Try it>
For this exercise, transcribe every line of the material exactly and skip the pictures.

Input data>
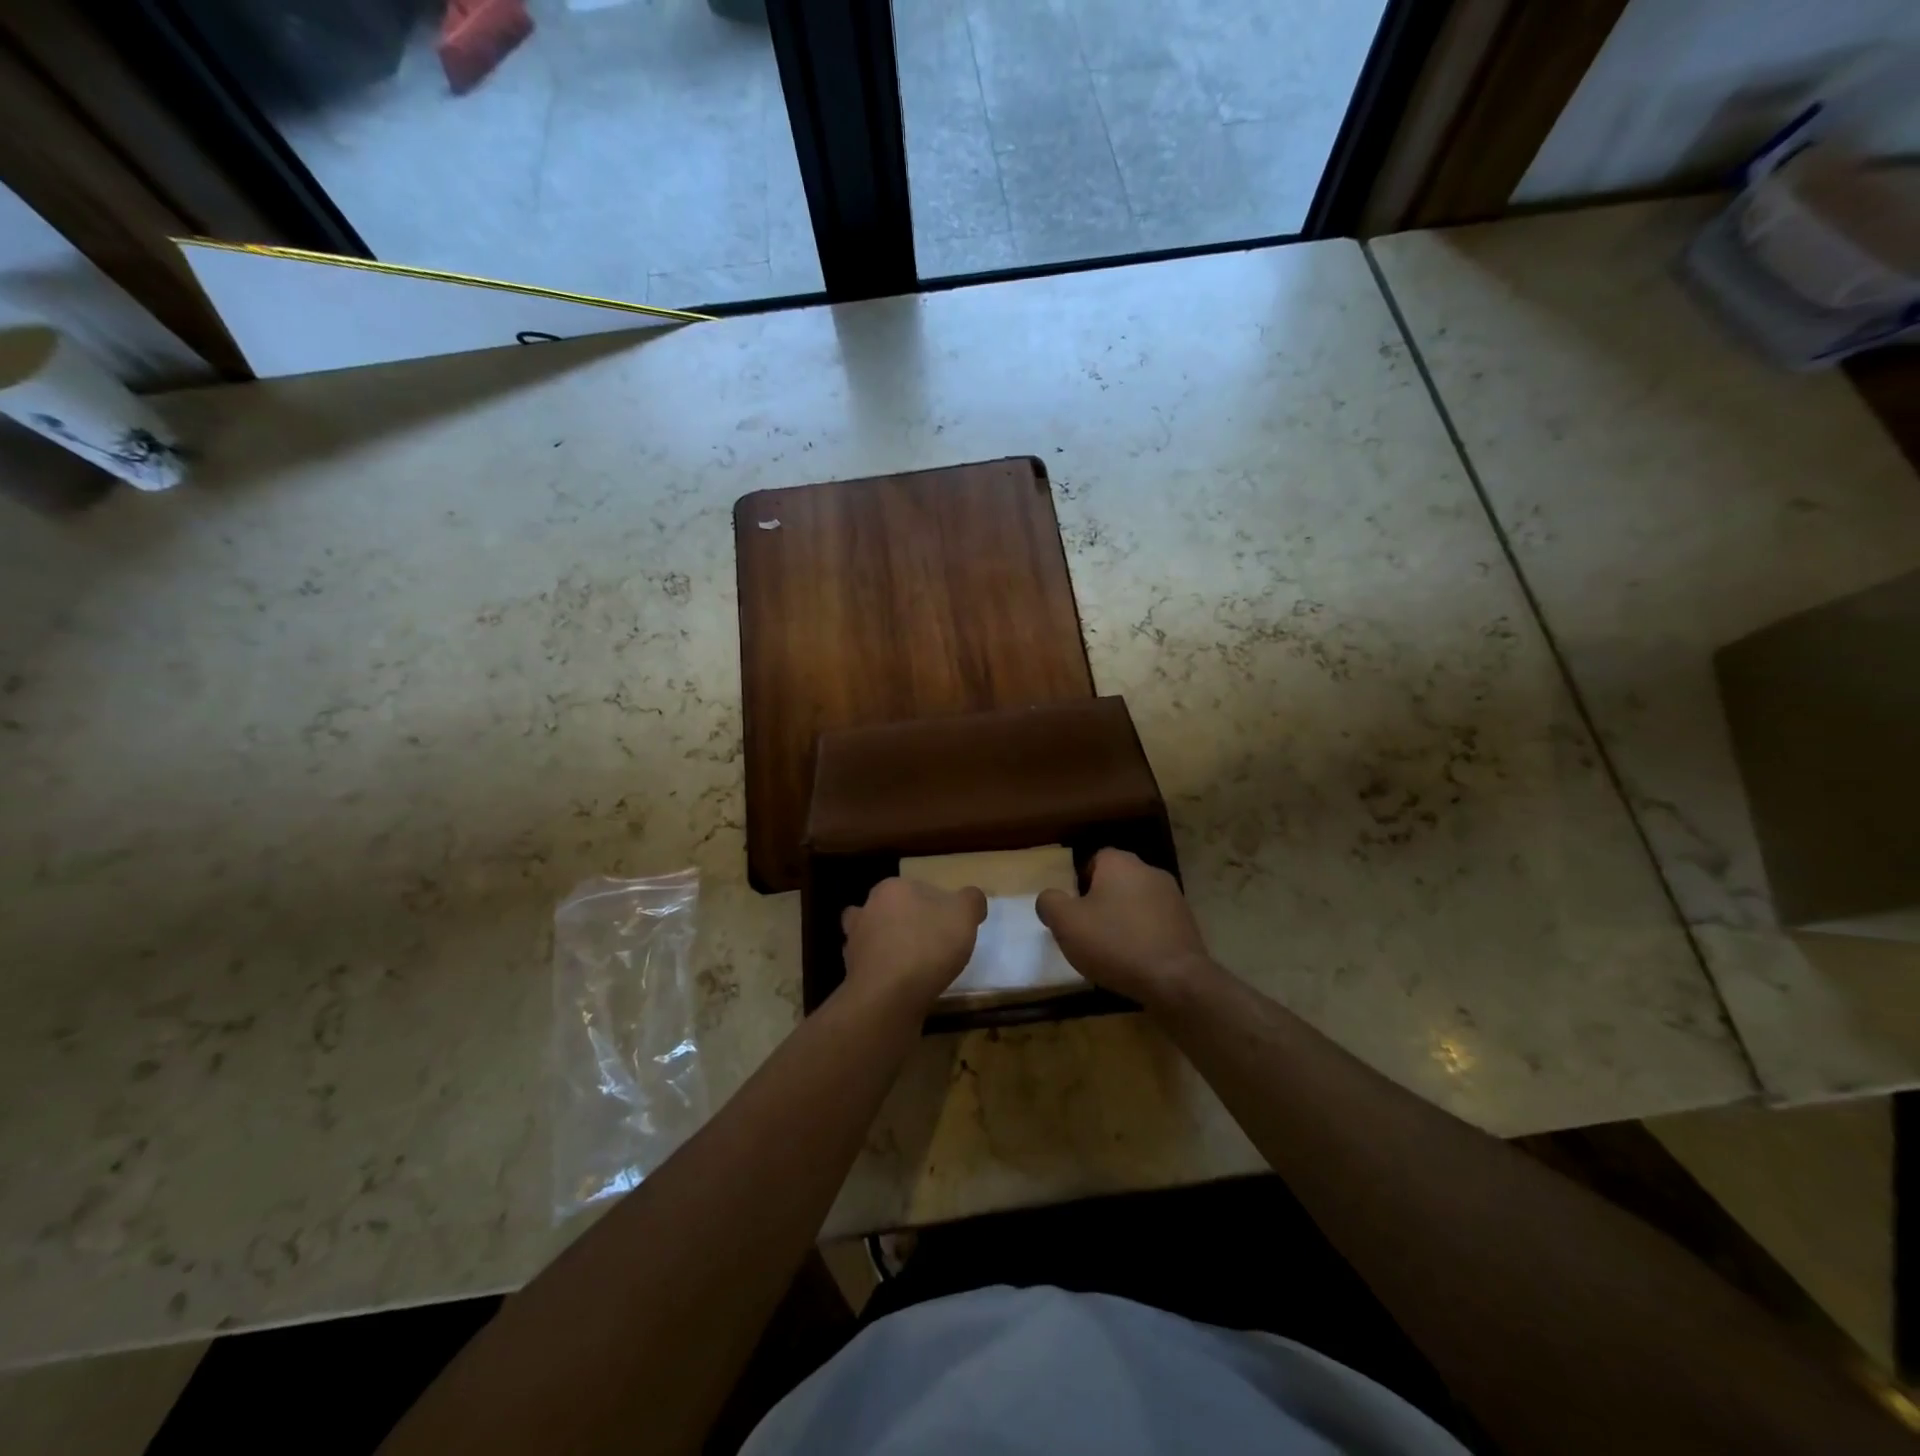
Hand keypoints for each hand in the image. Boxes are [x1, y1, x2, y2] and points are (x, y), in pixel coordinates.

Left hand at [841, 878, 986, 1015]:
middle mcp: (867, 909)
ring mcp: (854, 941)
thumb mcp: (964, 915)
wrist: (889, 995)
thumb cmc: (928, 945)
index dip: (936, 905)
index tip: (950, 926)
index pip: (918, 889)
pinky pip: (871, 966)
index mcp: (892, 888)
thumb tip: (972, 899)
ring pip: (874, 936)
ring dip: (888, 946)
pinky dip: (883, 972)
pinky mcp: (851, 972)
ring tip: (912, 964)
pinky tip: (899, 985)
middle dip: (907, 922)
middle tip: (931, 943)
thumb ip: (971, 901)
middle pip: (891, 910)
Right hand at [1036, 848, 1213, 1007]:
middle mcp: (1149, 871)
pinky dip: (1144, 935)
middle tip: (1088, 929)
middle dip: (1102, 901)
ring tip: (1112, 949)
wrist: (1175, 979)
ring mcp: (1173, 897)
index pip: (1095, 859)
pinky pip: (1156, 923)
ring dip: (1124, 918)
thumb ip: (1050, 903)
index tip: (1074, 909)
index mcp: (1120, 863)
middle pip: (1117, 880)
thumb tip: (1050, 898)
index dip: (1080, 882)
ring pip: (1137, 901)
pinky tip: (1136, 960)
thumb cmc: (1115, 943)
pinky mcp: (1187, 923)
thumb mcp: (1066, 923)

Answer>
Hand keypoints for each hand in the image. Boxes are [x1, y1, x2, y2] and points are (x, y), in pixel coordinates.

Left hand at [841, 878, 986, 1015]:
middle mcp: (867, 909)
ring mcp: (854, 941)
thumb mcp: (964, 915)
wrist: (889, 995)
thumb cmc: (928, 945)
index dip: (936, 905)
index tip: (950, 926)
index pip: (918, 889)
pinky pip: (871, 966)
index mcp: (892, 888)
thumb tip: (972, 899)
ring pip: (874, 936)
ring dip: (888, 946)
pinky dip: (883, 972)
pinky mcp: (851, 972)
ring tip: (912, 964)
pinky tip: (899, 985)
middle dip: (907, 922)
middle tip: (931, 943)
thumb ip: (971, 901)
middle pip: (891, 910)
Right hand at [1036, 848, 1213, 1007]:
middle mcp: (1149, 871)
pinky dip: (1144, 935)
middle tip: (1088, 929)
middle dip: (1102, 901)
ring tip: (1112, 949)
wrist: (1175, 979)
ring mcp: (1173, 897)
index pip: (1095, 859)
pinky pip: (1156, 923)
ring dip: (1124, 918)
thumb ip: (1050, 903)
index tip: (1074, 909)
index mcp: (1120, 863)
middle pip: (1117, 880)
thumb tip: (1050, 898)
index dip: (1080, 882)
ring pip: (1137, 901)
pinky tip: (1136, 960)
thumb cmc: (1115, 943)
pinky mcp: (1187, 923)
thumb mcp: (1066, 923)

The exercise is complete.